Compressed Sparse Row Format (CSR)

  • row oriented
    • three NumPy arrays: indices, indptr, data
      • indices is array of column indices

      • data is array of corresponding nonzero values

      • indptr points to row starts in indices and data

      • length of indptr is n_row + 1, last item = number of values = length of both indices and data

      • nonzero values of the i-th row are data[indptr[i]:indptr[i + 1]] with column indices indices[indptr[i]:indptr[i + 1]]

      • item (i, j) can be accessed as data[indptr[i] + k], where k is position of j in indices[indptr[i]:indptr[i + 1]]

    • subclass of _cs_matrix (common CSR/CSC functionality)
      • subclass of _data_matrix (sparse array classes with .data attribute)

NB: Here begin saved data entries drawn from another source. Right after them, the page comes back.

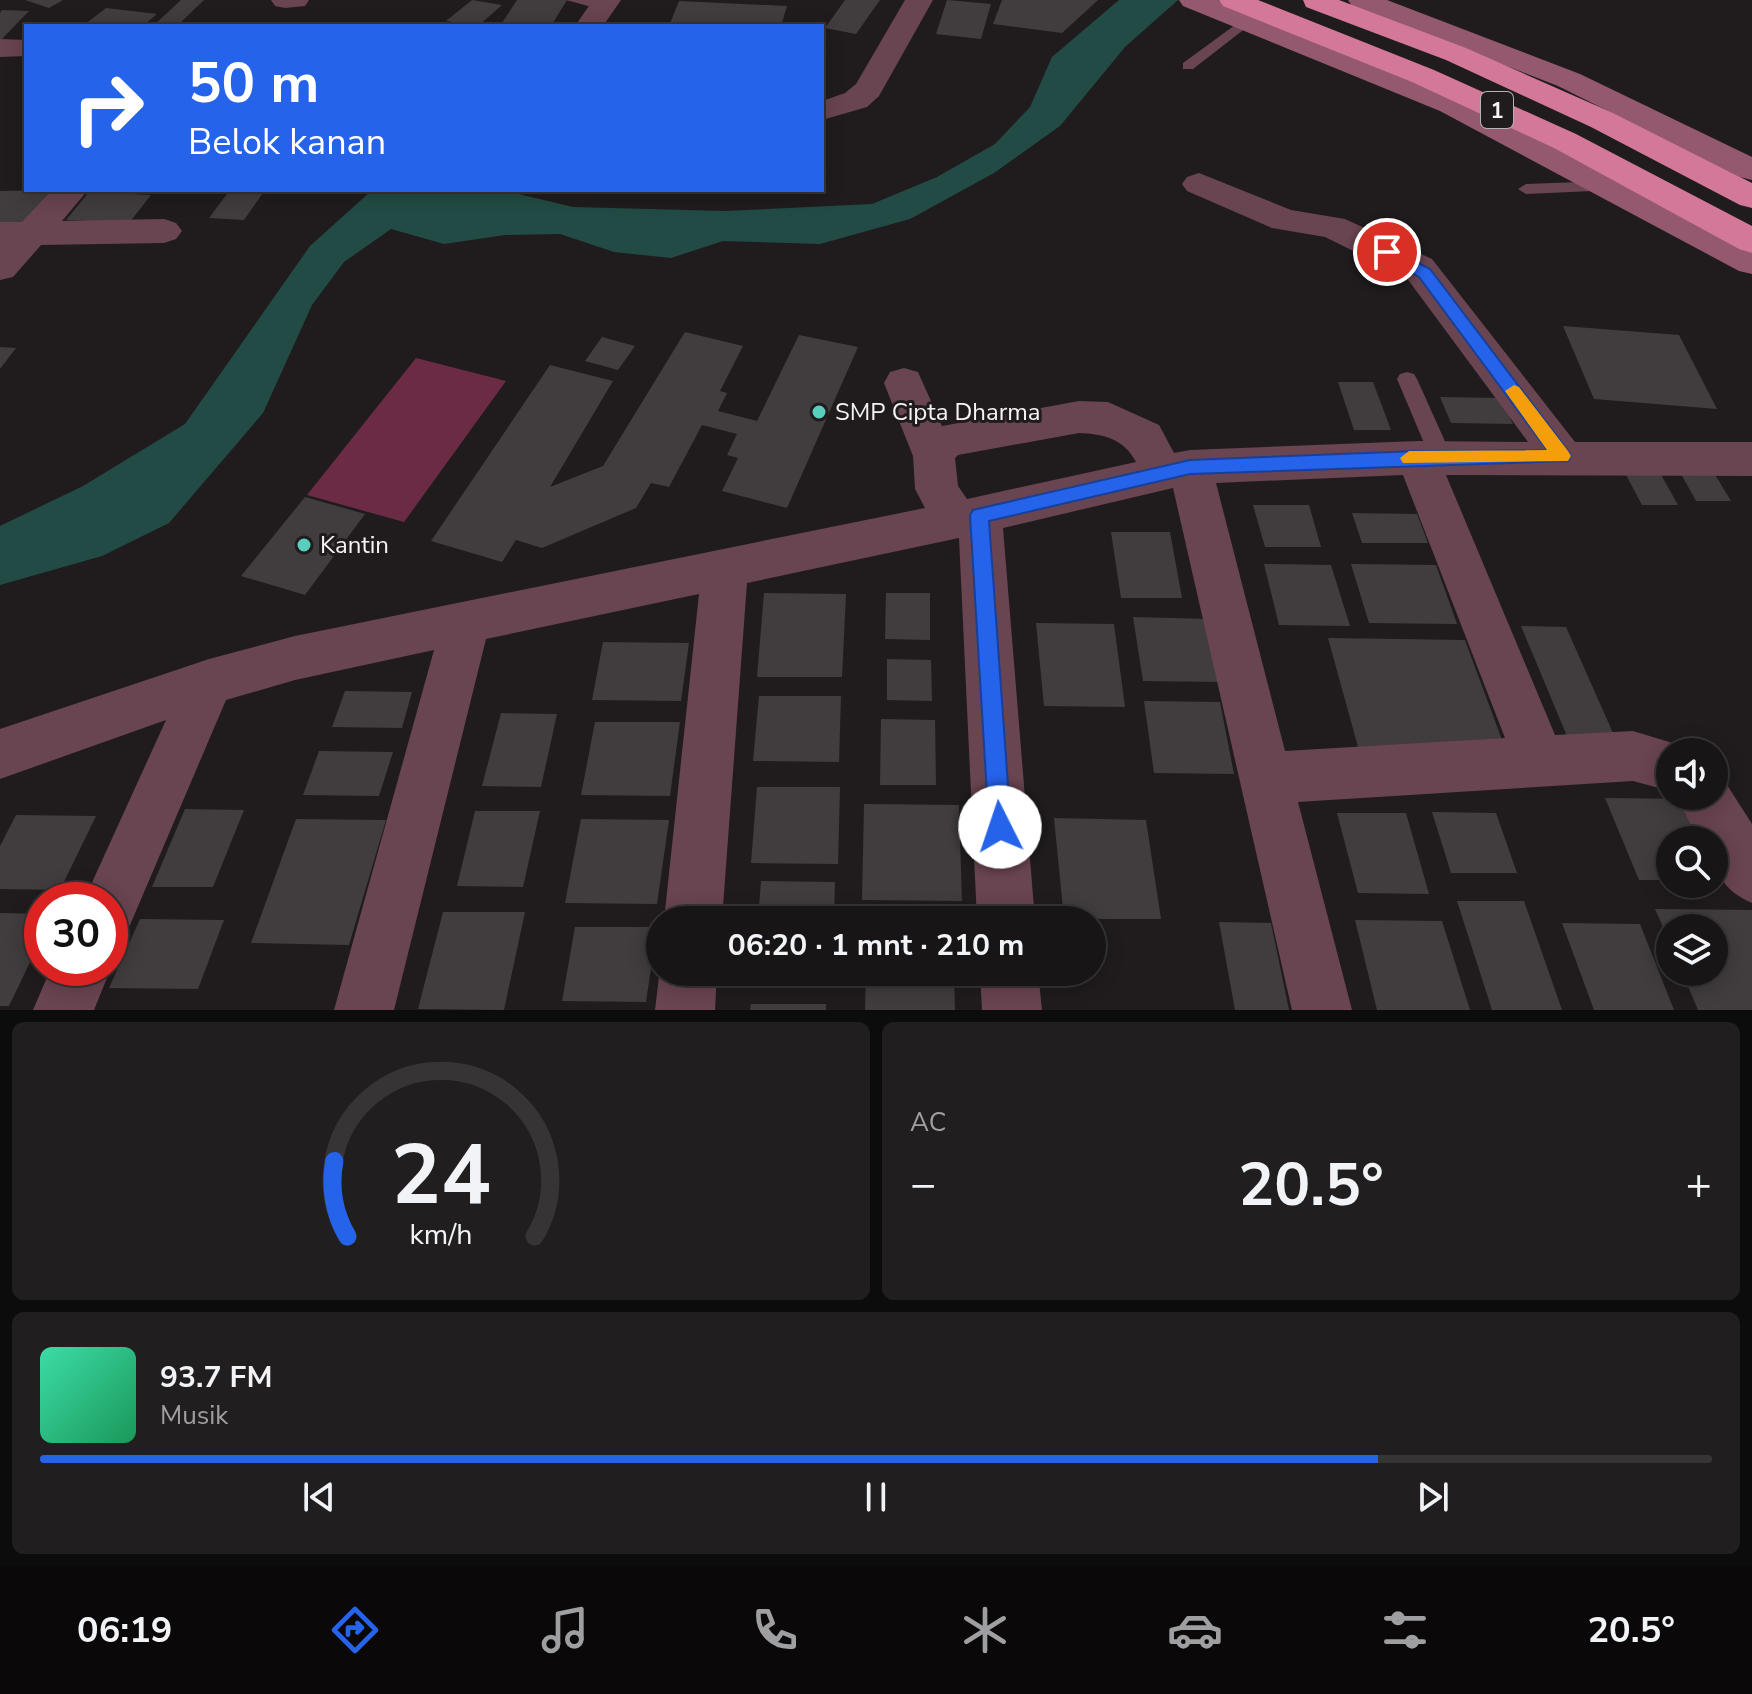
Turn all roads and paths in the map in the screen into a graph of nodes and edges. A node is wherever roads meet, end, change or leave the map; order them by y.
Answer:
1 (285, 0) edge
2 (295, 0) edge
3 (573, 0) edge
4 (919, 0) edge
5 (1313, 0) edge
6 (1362, 0) edge
7 (1222, 8) edge
8 (599, 11) edge
9 (1188, 66) dead end
10 (824, 110) edge
11 (1752, 170) edge
12 (1199, 184) dead end
13 (1611, 186) junction
14 (1526, 189) dead end
15 (68, 192) edge
16 (1752, 197) edge
17 (164, 231) dead end
18 (16, 234) edge
19 (1752, 241) edge
20 (1752, 262) edge
21 (0, 268) edge
22 (1407, 379) dead end
23 (904, 383) dead end
24 (934, 456) junction
25 (1562, 456) junction
26 (1430, 458) junction
27 (1752, 459) edge
28 (1177, 470) junction
29 (968, 518) junction
30 (725, 567) junction
31 (466, 622) junction
32 (209, 682) junction
33 (0, 754) edge
34 (1540, 762) junction
35 (1656, 762) edge
36 (1266, 778) junction
37 (1712, 810) edge
38 (1752, 875) edge
39 (120, 882) edge
40 (694, 906) edge
41 (1005, 906) edge
42 (74, 986) edge
43 (687, 986) edge
44 (1010, 986) edge
45 (63, 1010) edge
46 (364, 1010) edge
47 (685, 1010) edge
48 (1012, 1010) edge
49 (1322, 1010) edge

1 - 2 street
3 - 8 lane
4 - 10 street
5 - 16 highway, 1
6 - 11 street
7 - 9 lane
7 - 13 street
7 - 19 highway, 1
12 - 25 street
13 - 14 lane
13 - 20 street
15 - 18 street
17 - 18 street
18 - 21 street
22 - 26 lane
23 - 24 street
24 - 28 street
24 - 29 street
25 - 26 street
25 - 27 street
26 - 28 street
26 - 34 street
28 - 29 street
28 - 36 street
29 - 30 street
29 - 41 street
30 - 31 street
30 - 40 street
31 - 32 street
31 - 46 street
32 - 33 street
32 - 39 street
34 - 35 street
34 - 36 street
36 - 49 street
37 - 38 street
42 - 45 street
43 - 47 street
44 - 48 street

  • fast matrix vector products and other arithmetic (sparsetools)

  • constructor accepts:
    • dense array/matrix

    • sparse array/matrix

    • shape tuple (create empty array)

    • (data, coords) tuple

    • (data, indices, indptr) tuple

  • efficient row slicing, row-oriented operations

  • slow column slicing, expensive changes to the sparsity structure

  • use:
    • actual computations (most linear solvers support this format)

Examples

  • create empty CSR array:

    >>> mtx = sp.sparse.csr_array((3, 4), dtype=np.int8)
    
    >>> mtx.toarray()
    array([[0, 0, 0, 0],
    [0, 0, 0, 0],
    [0, 0, 0, 0]], dtype=int8)
  • create using (data, coords) tuple:

    >>> row = np.array([0, 0, 1, 2, 2, 2])
    
    >>> col = np.array([0, 2, 2, 0, 1, 2])
    >>> data = np.array([1, 2, 3, 4, 5, 6])
    >>> mtx = sp.sparse.csr_array((data, (row, col)), shape=(3, 3))
    >>> mtx
    <Compressed Sparse Row sparse array of dtype 'int64'
    with 6 stored elements and shape (3, 3)>
    >>> mtx.toarray()
    array([[1, 0, 2],
    [0, 0, 3],
    [4, 5, 6]]...)
    >>> mtx.data
    array([1, 2, 3, 4, 5, 6]...)
    >>> mtx.indices
    array([0, 2, 2, 0, 1, 2])
    >>> mtx.indptr
    array([0, 2, 3, 6])
  • create using (data, indices, indptr) tuple:

    >>> data = np.array([1, 2, 3, 4, 5, 6])
    
    >>> indices = np.array([0, 2, 2, 0, 1, 2])
    >>> indptr = np.array([0, 2, 3, 6])
    >>> mtx = sp.sparse.csr_array((data, indices, indptr), shape=(3, 3))
    >>> mtx.toarray()
    array([[1, 0, 2],
    [0, 0, 3],
    [4, 5, 6]])